Brief: Retype every line of the data, keeping each word exactly.

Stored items
==========

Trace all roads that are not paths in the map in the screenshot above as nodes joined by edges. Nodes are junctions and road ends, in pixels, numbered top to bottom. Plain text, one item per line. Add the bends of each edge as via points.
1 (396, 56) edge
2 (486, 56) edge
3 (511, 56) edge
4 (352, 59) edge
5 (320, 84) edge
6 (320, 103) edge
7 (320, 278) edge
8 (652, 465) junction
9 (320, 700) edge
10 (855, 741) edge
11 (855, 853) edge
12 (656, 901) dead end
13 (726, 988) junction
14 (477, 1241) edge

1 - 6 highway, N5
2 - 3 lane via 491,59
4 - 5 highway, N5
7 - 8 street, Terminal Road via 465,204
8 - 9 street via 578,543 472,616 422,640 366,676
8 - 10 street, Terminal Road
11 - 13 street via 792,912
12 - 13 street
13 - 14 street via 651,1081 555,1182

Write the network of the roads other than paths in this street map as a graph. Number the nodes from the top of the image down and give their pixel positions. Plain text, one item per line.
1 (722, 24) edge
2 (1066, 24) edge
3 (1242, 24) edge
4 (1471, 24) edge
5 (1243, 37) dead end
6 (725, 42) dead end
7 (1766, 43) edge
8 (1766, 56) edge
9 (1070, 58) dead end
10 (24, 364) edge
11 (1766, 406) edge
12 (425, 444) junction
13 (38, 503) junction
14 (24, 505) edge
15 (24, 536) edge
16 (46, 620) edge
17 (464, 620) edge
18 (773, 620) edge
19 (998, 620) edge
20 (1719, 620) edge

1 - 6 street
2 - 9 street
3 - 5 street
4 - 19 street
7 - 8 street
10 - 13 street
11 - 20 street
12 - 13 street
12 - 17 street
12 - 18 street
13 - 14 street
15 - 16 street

==========

Solution to this problem:
Trace all roads that are not paths in the map in the screenshot above as nodes joined by edges. Nodes are junctions and road ends, in pixels, numbered top to bottom. Plain text, one item per line. Add the bends of each edge as via points.
1 (396, 56) edge
2 (486, 56) edge
3 (511, 56) edge
4 (352, 59) edge
5 (320, 84) edge
6 (320, 103) edge
7 (320, 278) edge
8 (652, 465) junction
9 (320, 700) edge
10 (855, 741) edge
11 (855, 853) edge
12 (656, 901) dead end
13 (726, 988) junction
14 (477, 1241) edge

1 - 6 highway, N5
2 - 3 lane via 491,59
4 - 5 highway, N5
7 - 8 street, Terminal Road via 465,204
8 - 9 street via 578,543 472,616 422,640 366,676
8 - 10 street, Terminal Road
11 - 13 street via 792,912
12 - 13 street
13 - 14 street via 651,1081 555,1182

Write the network of the roads other than paths in this street map as a graph. Number the nodes from the top of the image down and give their pixel positions. Plain text, one item per line.
1 (722, 24) edge
2 (1066, 24) edge
3 (1242, 24) edge
4 (1471, 24) edge
5 (1243, 37) dead end
6 (725, 42) dead end
7 (1766, 43) edge
8 (1766, 56) edge
9 (1070, 58) dead end
10 (24, 364) edge
11 (1766, 406) edge
12 (425, 444) junction
13 (38, 503) junction
14 (24, 505) edge
15 (24, 536) edge
16 (46, 620) edge
17 (464, 620) edge
18 (773, 620) edge
19 (998, 620) edge
20 (1719, 620) edge

1 - 6 street
2 - 9 street
3 - 5 street
4 - 19 street
7 - 8 street
10 - 13 street
11 - 20 street
12 - 13 street
12 - 17 street
12 - 18 street
13 - 14 street
15 - 16 street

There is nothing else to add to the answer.